Were the Board to require such specificity, fairness would require that such a change be done by regulation in a prospective manner. As already mentioned, because there are no cases directly on point, I believe it has been the Board's practice to review the entire record and all objections made before the referee. With the majority's holding today, parties who have already filed appeals to the Board prior to today's decision will find that issues have been waived when in the past such waiver did not exist.

In conclusion, I believe that all objections made before the referee are preserved for review by the Board when a party appeals a referee's determination. Because the claimant here objected to the second hearing, I would remand for specific factual findings concerning the reason for the employer's absence at the original hearing.

NOTES

[1] Act of December 5, 1936, Second Ex. Sess., P.L. (1937) 2897, as amended.

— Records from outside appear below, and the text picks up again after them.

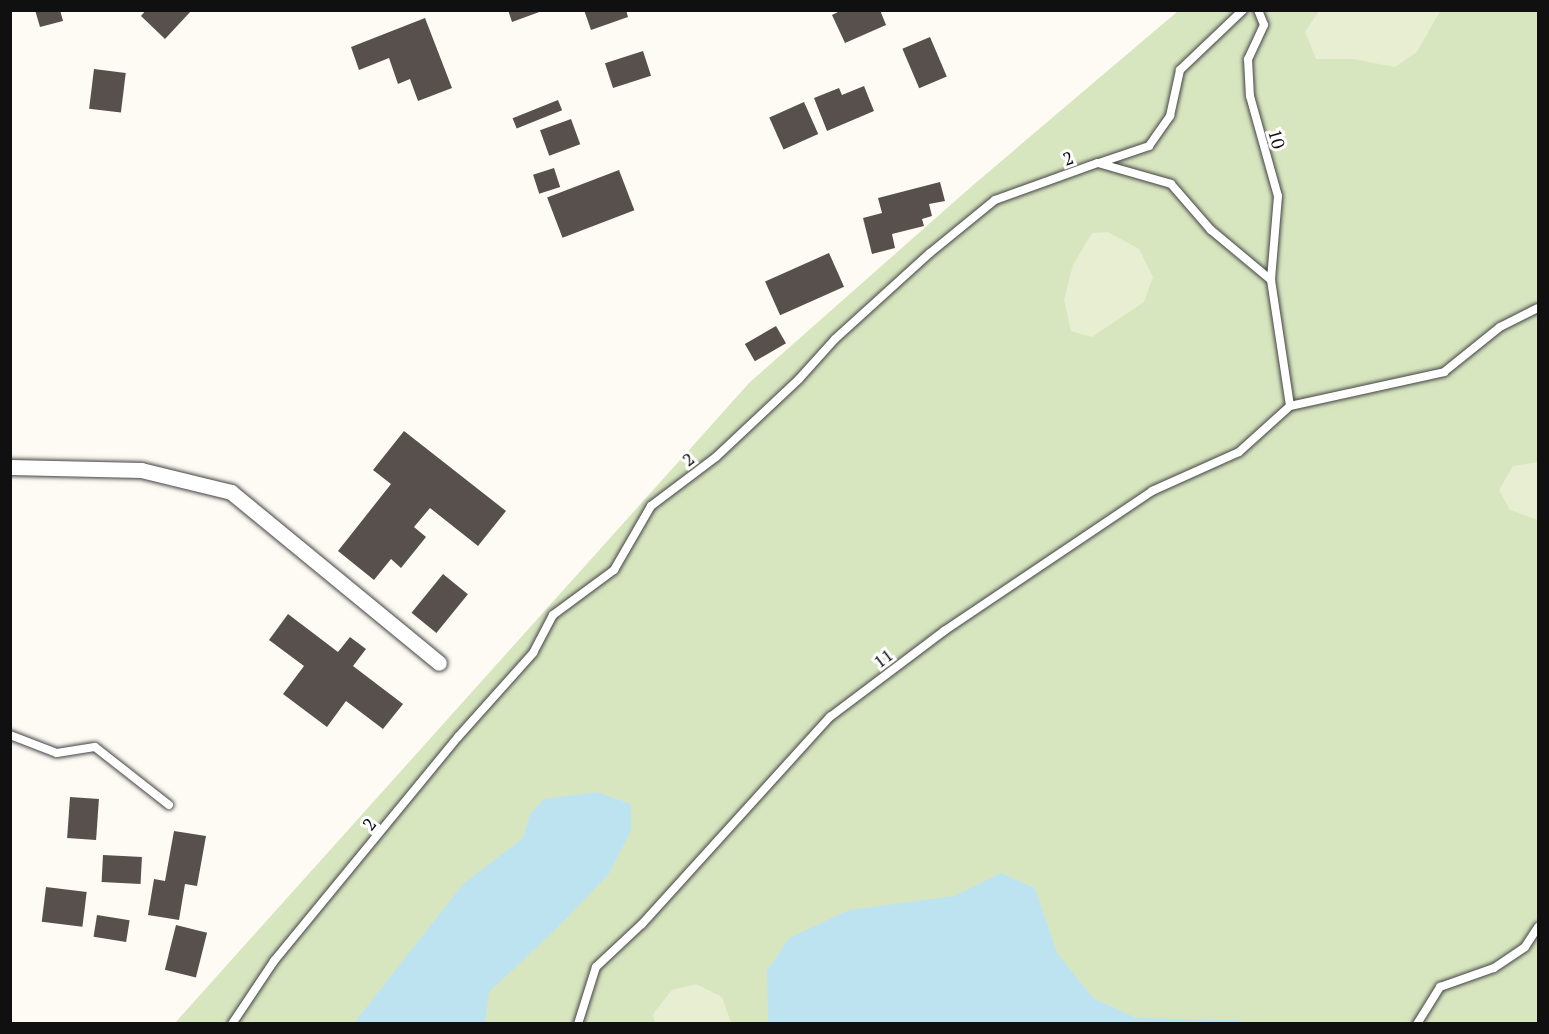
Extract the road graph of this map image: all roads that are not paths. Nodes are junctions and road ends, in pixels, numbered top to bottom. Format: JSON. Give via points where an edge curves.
{"nodes":[{"id":1,"x":1243,"y":10,"type":"edge"},
{"id":2,"x":1258,"y":10,"type":"edge"},
{"id":3,"x":1098,"y":163,"type":"junction"},
{"id":4,"x":1271,"y":280,"type":"junction"},
{"id":5,"x":1539,"y":308,"type":"edge"},
{"id":6,"x":1290,"y":406,"type":"junction"},
{"id":7,"x":10,"y":467,"type":"edge"},
{"id":8,"x":439,"y":663,"type":"dead end"},
{"id":9,"x":10,"y":735,"type":"edge"},
{"id":10,"x":169,"y":805,"type":"dead end"},
{"id":11,"x":1539,"y":927,"type":"edge"},
{"id":12,"x":232,"y":1023,"type":"edge"},
{"id":13,"x":578,"y":1023,"type":"edge"},
{"id":14,"x":1417,"y":1023,"type":"edge"}],
"edges":[{"from":1,"to":3,"type":"lane","via":[[1180,70],[1170,116],[1149,146]]},
{"from":2,"to":4,"type":"lane","name":"10","via":[[1264,25],[1248,59],[1250,96],[1278,196]]},
{"from":3,"to":4,"type":"lane","name":"2","via":[[1171,184],[1211,230]]},
{"from":3,"to":12,"type":"lane","name":"2","via":[[995,200],[835,339],[799,379],[716,457],[651,506],[614,570],[553,615],[533,653],[458,737],[274,961]]},
{"from":4,"to":6,"type":"lane","name":"10"},
{"from":5,"to":6,"type":"lane","via":[[1500,327],[1444,372]]},
{"from":6,"to":13,"type":"lane","name":"11","via":[[1239,452],[1152,491],[944,631],[830,717],[642,924],[596,967]]},
{"from":7,"to":8,"type":"street","via":[[141,470],[231,492]]},
{"from":9,"to":10,"type":"lane","via":[[57,753],[95,747]]},
{"from":11,"to":14,"type":"lane","via":[[1525,947],[1494,969],[1440,987]]}]}
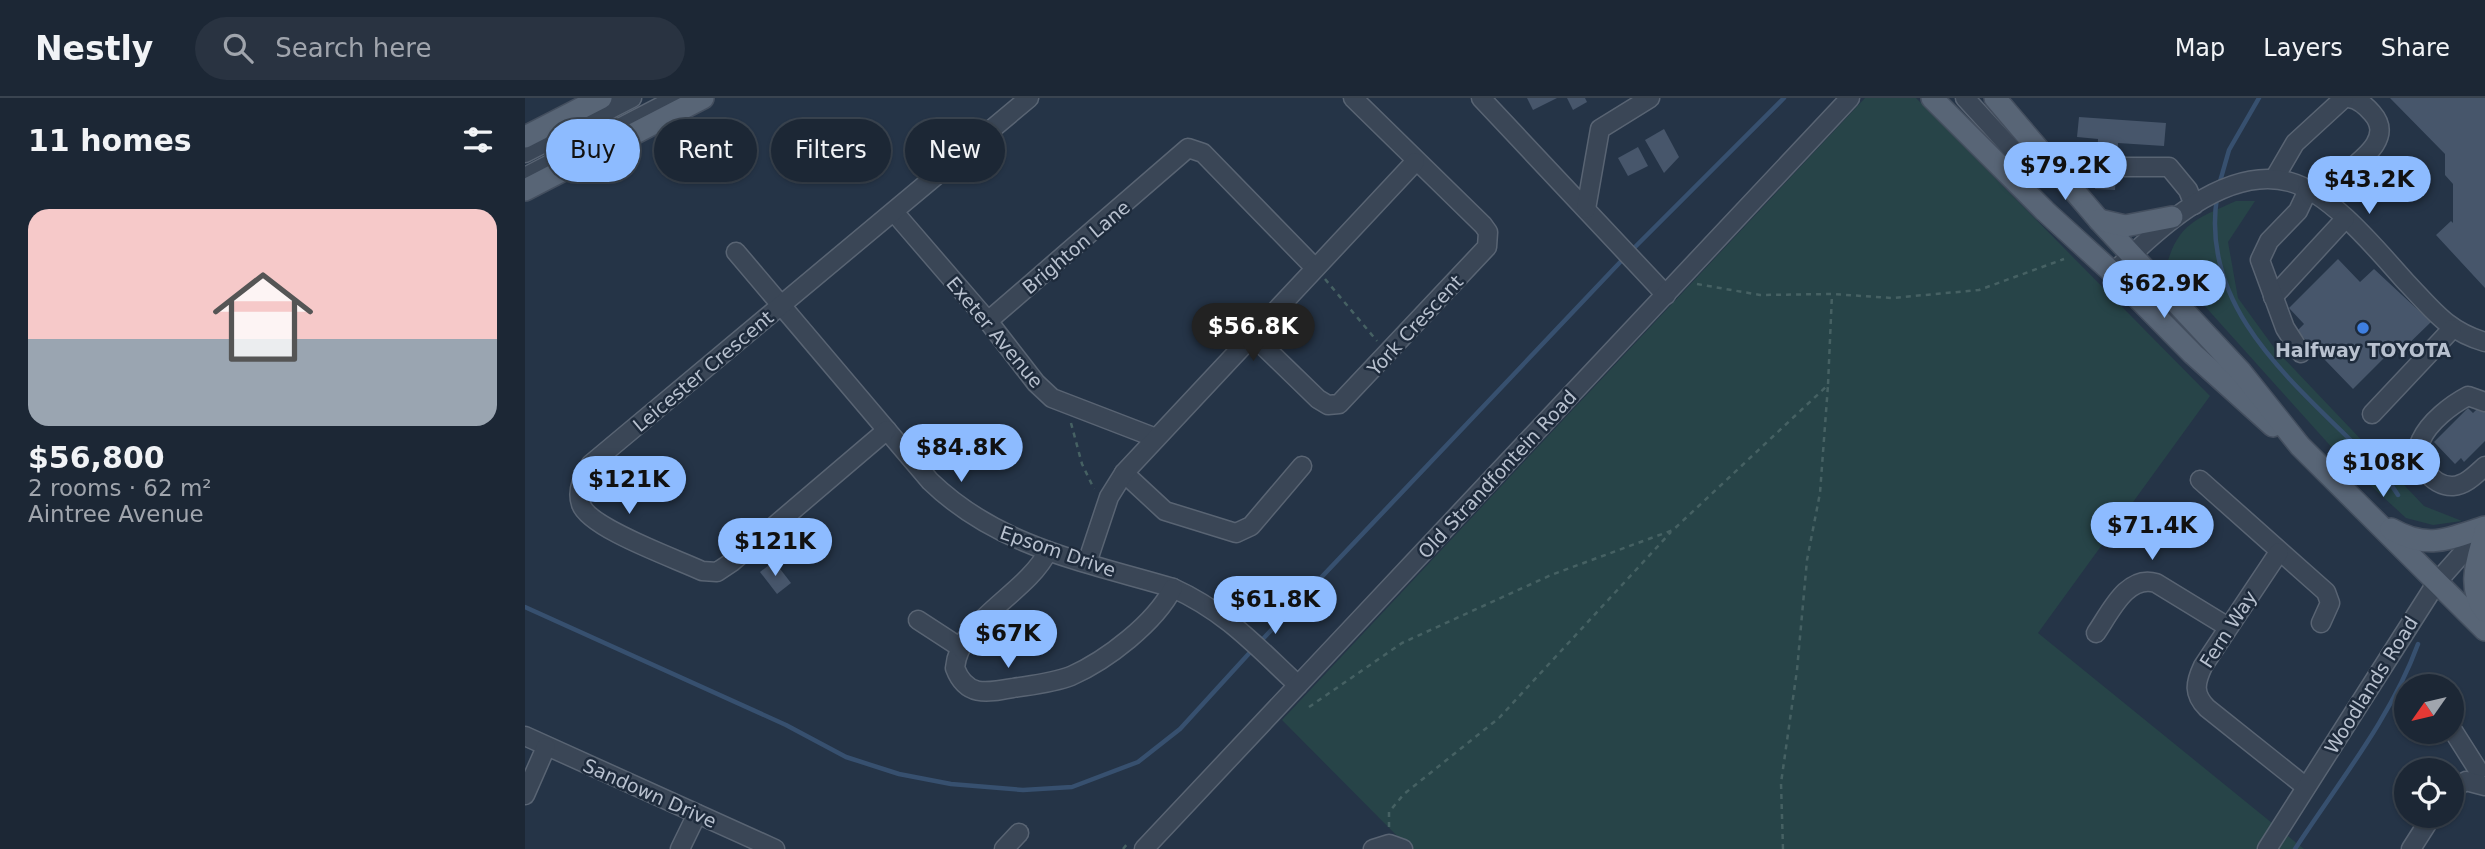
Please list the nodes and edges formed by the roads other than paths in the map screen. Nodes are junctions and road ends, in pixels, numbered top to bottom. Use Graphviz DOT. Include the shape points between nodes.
graph roads {
  1 [pos="601,98"];
  2 [pos="632,98"];
  3 [pos="677,98"];
  4 [pos="703,98"];
  5 [pos="1028,98"];
  6 [pos="1353,98"];
  7 [pos="1482,98"];
  8 [pos="1650,98"];
  9 [pos="1850,98"];
  10 [pos="1932,98"];
  11 [pos="1965,98"];
  12 [pos="1995,98"];
  13 [pos="2346,98"];
  14 [pos="525,137"];
  15 [pos="525,153"];
  16 [pos="2020,158"];
  17 [pos="1415,162"];
  18 [pos="2125,167"];
  19 [pos="2343,175"];
  20 [pos="525,177"];
  21 [pos="2274,179"];
  22 [pos="525,190"];
  23 [pos="2308,190"];
  24 [pos="2198,202"];
  25 [pos="1586,209"];
  26 [pos="894,212"];
  27 [pos="2172,217"];
  28 [pos="2345,219"];
  29 [pos="2099,220"];
  30 [pos="736,252"];
  31 [pos="2131,255"];
  32 [pos="1315,268"];
  33 [pos="2113,273"];
  34 [pos="1666,295"];
  35 [pos="2273,297"];
  36 [pos="783,305"];
  37 [pos="988,321"];
  38 [pos="2452,329"];
  39 [pos="1253,336"];
  40 [pos="2485,342"];
  41 [pos="2301,353"];
  42 [pos="2484,400"];
  43 [pos="2372,414"];
  44 [pos="887,430"];
  45 [pos="1156,438"];
  46 [pos="2300,446"];
  47 [pos="1302,466"];
  48 [pos="2485,466"];
  49 [pos="1123,473"];
  50 [pos="2200,481"];
  51 [pos="2374,520"];
  52 [pos="2485,529"];
  53 [pos="1048,551"];
  54 [pos="2279,552"];
  55 [pos="1087,563"];
  56 [pos="2437,582"];
  57 [pos="1173,588"];
  58 [pos="2485,611"];
  59 [pos="918,620"];
  60 [pos="2321,623"];
  61 [pos="2228,627"];
  62 [pos="2485,630"];
  63 [pos="2096,634"];
  64 [pos="961,648"];
  65 [pos="1298,685"];
  66 [pos="525,736"];
  67 [pos="2461,744"];
  68 [pos="546,747"];
  69 [pos="2481,775"];
  70 [pos="2464,782"];
  71 [pos="2306,787"];
  72 [pos="525,795"];
  73 [pos="697,814"];
  74 [pos="2424,828"];
  75 [pos="1019,833"];
  76 [pos="681,849"];
  77 [pos="775,849"];
  78 [pos="1005,849"];
  79 [pos="1144,849"];
  80 [pos="2267,849"];
  81 [pos="2411,849"];
  1 -- 14 [label="main road"];
  2 -- 15 [label="street"];
  3 -- 20 [label="street"];
  4 -- 22 [label="main road"];
  5 -- 26 [label="street"];
  6 -- 17 [label="street"];
  7 -- 25 [label="street"];
  8 -- 25 [label="street" via="1600,129"];
  9 -- 34 [label="street, Old Strandfontein Road"];
  10 -- 33 [label="main road"];
  11 -- 16 [label="street"];
  12 -- 29 [label="main road"];
  13 -- 19 [label="street" via="2368,108 2381,130 2379,140"];
  13 -- 21 [label="street" via="2295,144"];
  17 -- 32 [label="street"];
  17 -- 39 [label="street, York Crescent" via="1483,225 1489,240 1480,256 1339,404 1328,405 1318,399"];
  18 -- 24 [label="street" via="2169,167"];
  21 -- 23 [label="street"];
  21 -- 24 [label="street" via="2247,182"];
  23 -- 28 [label="street"];
  23 -- 35 [label="street" via="2298,211 2262,251 2263,272"];
  24 -- 27 [label="street"];
  25 -- 34 [label="street"];
  26 -- 36 [label="street"];
  26 -- 37 [label="street, Exeter Avenue"];
  27 -- 29 [label="main road" via="2121,226"];
  27 -- 31 [label="street"];
  28 -- 35 [label="street"];
  28 -- 38 [label="street"];
  29 -- 31 [label="main road"];
  30 -- 36 [label="street, Epsom Drive"];
  31 -- 33 [label="street"];
  31 -- 46 [label="main road" via="2241,372"];
  32 -- 37 [label="street, Brighton Lane" via="1203,153 1188,148"];
  32 -- 39 [label="street"];
  33 -- 46 [label="main road" via="2193,354"];
  34 -- 65 [label="street, Old Strandfontein Road"];
  35 -- 41 [label="street"];
  36 -- 44 [label="street, Epsom Drive"];
  36 -- 44 [label="street, Leicester Crescent" via="591,464 579,496 587,515 702,571 717,572"];
  37 -- 45 [label="street, Exeter Avenue" via="1052,398"];
  38 -- 40 [label="street"];
  38 -- 43 [label="street"];
  39 -- 45 [label="street"];
  42 -- 48 [label="street" via="2468,396 2446,412 2420,441 2418,454 2429,474 2453,486"];
  44 -- 53 [label="street, Epsom Drive" via="930,481 963,510 999,533"];
  45 -- 49 [label="street"];
  46 -- 51 [label="main road"];
  47 -- 49 [label="street" via="1251,526 1236,533 1165,511"];
  49 -- 55 [label="street" via="1105,508"];
  50 -- 54 [label="street"];
  51 -- 52 [label="main road" via="2403,536 2431,543"];
  51 -- 56 [label="main road"];
  52 -- 56 [label="street, Woodlands Road"];
  52 -- 58 [label="main road" via="2474,582"];
  53 -- 55 [label="street, Epsom Drive"];
  53 -- 64 [label="street" via="1034,573 983,619"];
  54 -- 60 [label="street" via="2326,592 2330,603"];
  54 -- 61 [label="street, Fern Way"];
  55 -- 57 [label="street, Epsom Drive"];
  56 -- 62 [label="main road"];
  56 -- 71 [label="street, Woodlands Road"];
  57 -- 64 [label="street" via="1163,607 1143,627 1070,676 991,692 970,690 955,667"];
  57 -- 65 [label="street, Epsom Drive" via="1213,608"];
  59 -- 64 [label="street"];
  61 -- 63 [label="street" via="2156,583 2144,582 2127,590"];
  61 -- 71 [label="street, Fern Way" via="2199,676 2197,696"];
  65 -- 79 [label="street, Old Strandfontein Road"];
  66 -- 68 [label="street, Sandown Drive"];
  67 -- 69 [label="street"];
  68 -- 72 [label="street"];
  68 -- 73 [label="street, Sandown Drive"];
  69 -- 70 [label="street"];
  71 -- 80 [label="street, Woodlands Road"];
  73 -- 76 [label="street"];
  73 -- 77 [label="street, Sandown Drive"];
  74 -- 81 [label="street"];
  75 -- 78 [label="street"];
}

[2] The notes of testimony reveal the following:

I have an objection that I would like to make on the record for a second hearing being scheduled, the last hearing being held was August 20th, 1985 and we had appeared with witnesses and at the conclusion of the hearing upon leaving the hearing we noted the employer noted representatives are present and we know the reason why they didn't come into the hearing, while the hearing was in session unless they were trying to figure out who was present on the 20th to prepare at this hearing and so we make an objection, I am not aware of any reason why they didn't appear timely or call to delay the hearing and they know about hearings and they have been at hearings before and they know how the arrangements are made here for the unemployment compensation hearings.